SLUG = "underfitting-and-overfitting-exercise"
OUTPUT_PATH = Path("../../files/posts/tutorials/")/SLUG
Embed = partial(EmbedHoloviews, folder_path=OUTPUT_PATH)
Plot = Namespace(
    height=800,
    width=1000,
)

The Timer

TIMER = Timer()

Environment

ENVIRONMENT = EnvironmentLoader()

The Data

data = pandas.read_csv(
    Path(ENVIRONMENT["HOUSE-PRICES-IOWA"]).expanduser()/"train.csv")

Middle

Preliminary 1: Specify Prediction Target

Select the target variable, which corresponds to the sales price. Save this to a new variable called `y`. You'll need to print a list of the columns to find the name of the column you need.

Our target is SalePrice.

Y = data.SalePrice

Preliminary 2: Create X

Now you will create a DataFrame called `X` holding the predictive features.

Since you want only some columns from the original data, you'll first create a list with the names of the columns you want in `X`.

You'll use just the following columns in the list (you can copy and paste the whole list to save some typing, though you'll still need to add quotes):

LotArea

YearBuilt

1stFlrSF

2ndFlrSF

FullBath

BedroomAbvGr

TotRmsAbvGrd

FEATURES = [
    "LotArea",
    "YearBuilt",
    "1stFlrSF",
    "2ndFlrSF",
    "FullBath",
    "BedroomAbvGr",
    "TotRmsAbvGrd",
]
X = data[FEATURES]

Split up the data into training and validation sets.

x_train, x_validate, y_train, y_validate = train_test_split(X, Y, random_state=1)

Preliminary 3: Specify and Fit Model

A Linear Regression Model

As a baseline, I'll fit a simple Linear Regression (ordinary-least-squares) model.

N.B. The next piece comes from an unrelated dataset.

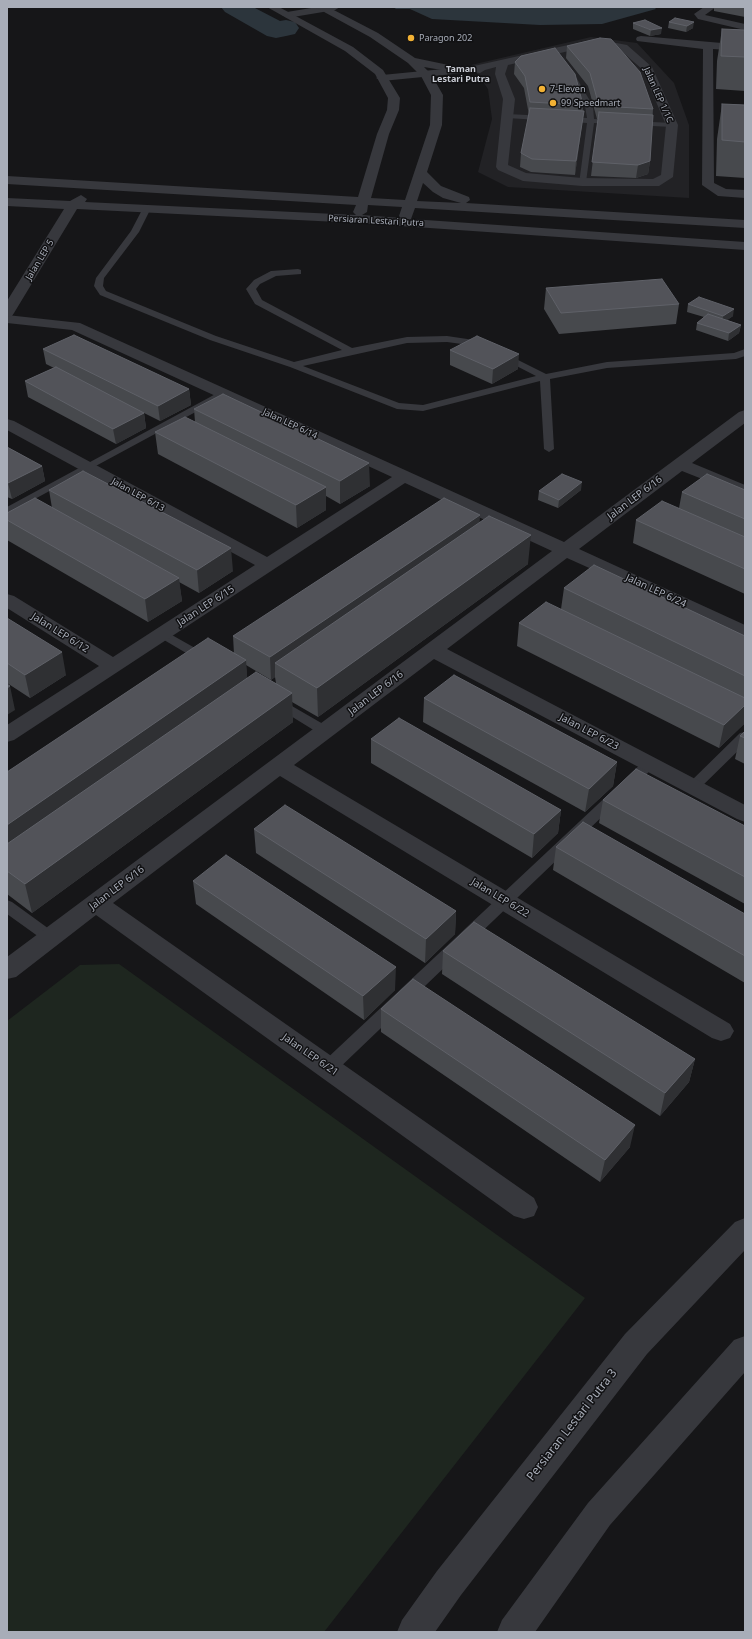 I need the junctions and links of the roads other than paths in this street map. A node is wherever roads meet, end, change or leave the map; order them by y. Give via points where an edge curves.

regression = LinearRegression()
scores = cross_val_score(regression, x_train, y_train, cv=5)
print(f"{scores.mean():0.2f} (+/- {2 * scores.std():0.2f})")
regression = regression.fit(x_train, y_train)
print(f"Training R^2: {regression.score(x_train, y_train): 0.2f}")
print(f"Validation R^2: {regression.score(x_validate, y_validate):0.2f}")

0.66 (+/- 0.17)
Training R^2:  0.68
Validation R^2: 0.77

Decision Tree

Create a DecisionTreeRegressor and save it as iowa_model. Ensure you've done the relevant import from sklearn to run this command.

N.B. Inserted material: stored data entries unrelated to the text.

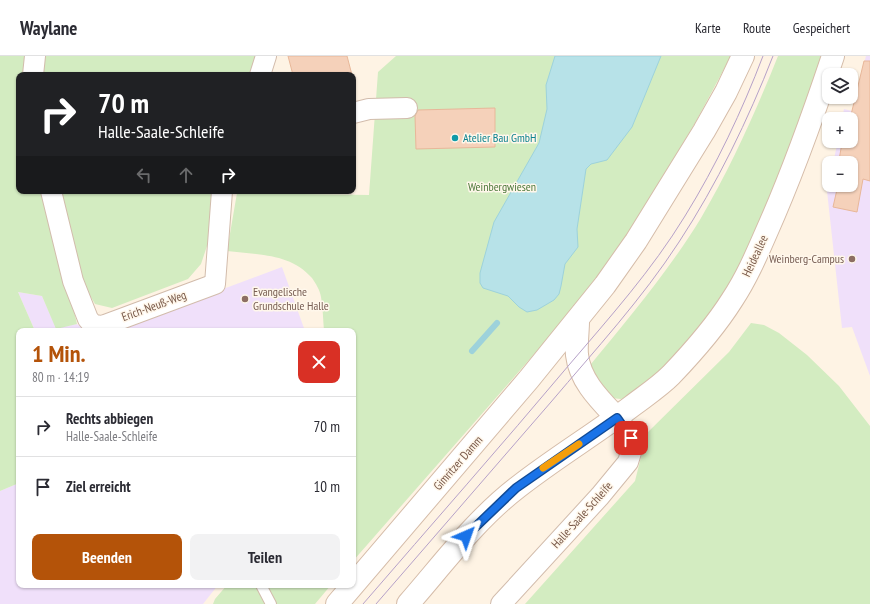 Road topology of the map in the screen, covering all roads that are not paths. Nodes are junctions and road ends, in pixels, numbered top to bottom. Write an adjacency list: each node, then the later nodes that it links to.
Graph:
1 (35, 56): 5 (street)
2 (266, 56): 6 (street)
3 (743, 56): 11 (main road)
4 (833, 56): 12 (main road, Heideallee)
5 (33, 72)
6 (261, 72)
7 (407, 108): 8 (street)
8 (356, 112)
9 (52, 194): 10 (street, Erich-Neuß-Weg)
10 (222, 194)
11 (578, 320): 12 (main road); 13 (main road, Gimritzer Damm)
12 (617, 418): 18 (main road); 19 (street, Halle-Saale-Schleife)
13 (356, 582)
14 (263, 588): 16 (lane)
15 (351, 588): 17 (main road, Gimritzer Damm)
16 (271, 604)
17 (337, 604)
18 (408, 604)
19 (501, 604)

Then fit the model you just created using the data in X and y that you saved above.

tree = DecisionTreeRegressor()
scores = cross_val_score(tree, x_train, y_train, cv=5)
print(f"{scores.mean():0.2f} (+/- {2 * scores.std():0.2f})")

tree = tree.fit(x_train, y_train)
print(f"Training R^2: {tree.score(x_train, y_train): 0.2f}")
print(f"Validation R^2: {tree.score(x_validate, y_validate):0.2f}")

0.54 (+/- 0.32)
Training R^2:  1.00
Validation R^2: 0.75

So our linear regression actually does better than the tree does. It looks like the tree might be overfitting on the training data.

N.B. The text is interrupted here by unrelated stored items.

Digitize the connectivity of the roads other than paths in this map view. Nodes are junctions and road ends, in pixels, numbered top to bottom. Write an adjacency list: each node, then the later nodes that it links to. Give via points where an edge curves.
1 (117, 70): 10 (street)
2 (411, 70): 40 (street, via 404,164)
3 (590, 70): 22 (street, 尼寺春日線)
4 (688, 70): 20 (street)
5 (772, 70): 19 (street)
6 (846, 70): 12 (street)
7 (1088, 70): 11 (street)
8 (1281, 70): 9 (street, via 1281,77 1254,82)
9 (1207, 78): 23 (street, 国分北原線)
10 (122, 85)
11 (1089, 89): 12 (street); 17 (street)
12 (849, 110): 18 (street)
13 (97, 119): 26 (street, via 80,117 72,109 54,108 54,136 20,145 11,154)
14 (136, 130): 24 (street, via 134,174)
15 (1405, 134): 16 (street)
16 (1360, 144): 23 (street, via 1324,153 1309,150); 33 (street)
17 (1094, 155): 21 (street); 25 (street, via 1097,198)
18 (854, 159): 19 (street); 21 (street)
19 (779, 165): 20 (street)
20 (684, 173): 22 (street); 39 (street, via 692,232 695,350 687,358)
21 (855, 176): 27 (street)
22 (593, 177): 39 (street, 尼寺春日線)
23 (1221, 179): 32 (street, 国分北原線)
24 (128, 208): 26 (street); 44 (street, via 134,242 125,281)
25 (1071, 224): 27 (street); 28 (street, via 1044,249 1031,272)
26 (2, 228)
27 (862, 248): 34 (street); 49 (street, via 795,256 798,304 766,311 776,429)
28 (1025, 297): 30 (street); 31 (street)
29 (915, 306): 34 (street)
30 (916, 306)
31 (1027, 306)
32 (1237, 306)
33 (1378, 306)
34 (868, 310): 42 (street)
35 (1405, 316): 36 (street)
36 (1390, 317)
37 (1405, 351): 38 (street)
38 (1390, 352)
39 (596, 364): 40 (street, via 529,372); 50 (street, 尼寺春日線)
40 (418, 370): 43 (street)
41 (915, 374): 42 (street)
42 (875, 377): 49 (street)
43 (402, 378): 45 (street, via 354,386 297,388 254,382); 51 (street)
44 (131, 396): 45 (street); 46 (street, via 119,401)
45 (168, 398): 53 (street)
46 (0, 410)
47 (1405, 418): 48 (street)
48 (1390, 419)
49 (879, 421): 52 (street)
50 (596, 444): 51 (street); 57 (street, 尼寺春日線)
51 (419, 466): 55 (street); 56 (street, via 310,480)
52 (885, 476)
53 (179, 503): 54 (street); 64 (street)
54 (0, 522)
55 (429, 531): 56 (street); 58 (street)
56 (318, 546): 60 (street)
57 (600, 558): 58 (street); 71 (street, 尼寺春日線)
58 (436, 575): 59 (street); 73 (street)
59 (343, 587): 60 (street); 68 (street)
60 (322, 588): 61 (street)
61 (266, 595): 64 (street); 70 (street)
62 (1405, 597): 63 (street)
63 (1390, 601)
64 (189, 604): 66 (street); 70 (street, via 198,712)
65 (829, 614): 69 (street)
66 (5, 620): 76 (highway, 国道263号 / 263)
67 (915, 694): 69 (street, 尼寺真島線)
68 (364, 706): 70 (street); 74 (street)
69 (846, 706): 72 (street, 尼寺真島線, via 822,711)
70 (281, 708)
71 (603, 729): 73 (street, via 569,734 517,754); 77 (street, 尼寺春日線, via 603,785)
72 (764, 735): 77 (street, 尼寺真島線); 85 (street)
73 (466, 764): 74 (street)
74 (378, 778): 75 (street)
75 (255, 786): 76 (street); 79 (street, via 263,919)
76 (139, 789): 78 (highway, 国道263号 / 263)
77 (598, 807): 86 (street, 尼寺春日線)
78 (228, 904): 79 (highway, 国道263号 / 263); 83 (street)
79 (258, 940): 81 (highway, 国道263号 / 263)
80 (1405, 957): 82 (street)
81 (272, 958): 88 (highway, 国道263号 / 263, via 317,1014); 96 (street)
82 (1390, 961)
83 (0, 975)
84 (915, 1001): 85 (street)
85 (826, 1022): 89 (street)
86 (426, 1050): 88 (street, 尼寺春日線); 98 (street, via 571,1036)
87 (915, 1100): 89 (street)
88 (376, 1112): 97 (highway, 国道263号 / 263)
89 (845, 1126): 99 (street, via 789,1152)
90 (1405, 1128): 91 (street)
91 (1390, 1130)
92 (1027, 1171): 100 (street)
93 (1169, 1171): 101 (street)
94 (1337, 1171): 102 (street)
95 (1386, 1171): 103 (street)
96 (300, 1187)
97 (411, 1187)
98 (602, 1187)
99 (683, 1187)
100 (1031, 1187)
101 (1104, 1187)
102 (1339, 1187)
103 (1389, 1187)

Preliminary 4: Make Some Predictions

tree_predict = tree.predict(x_validate)
regression_predict = regression.predict(x_validate)

Preliminary 5: Calculate the Mean Absolute Error in Validation Data

tree_mae = mean_absolute_error(y_true=y_validate, y_pred=tree_predict)
regression_mae = mean_absolute_error(y_true=y_validate, y_pred=regression_predict)

print(f"Tree MAE: {tree_mae: 0.2f}")
print(f"Regression MAE: {regression_mae: 0.2f}")

Tree MAE:  29371.52
Regression MAE:  27228.88

The tree's error is a little higher than the regression line's.

Step 1: Compare Different Tree Sizes

Write a loop that tries the following values for max_leaf_nodes from a set of possible values.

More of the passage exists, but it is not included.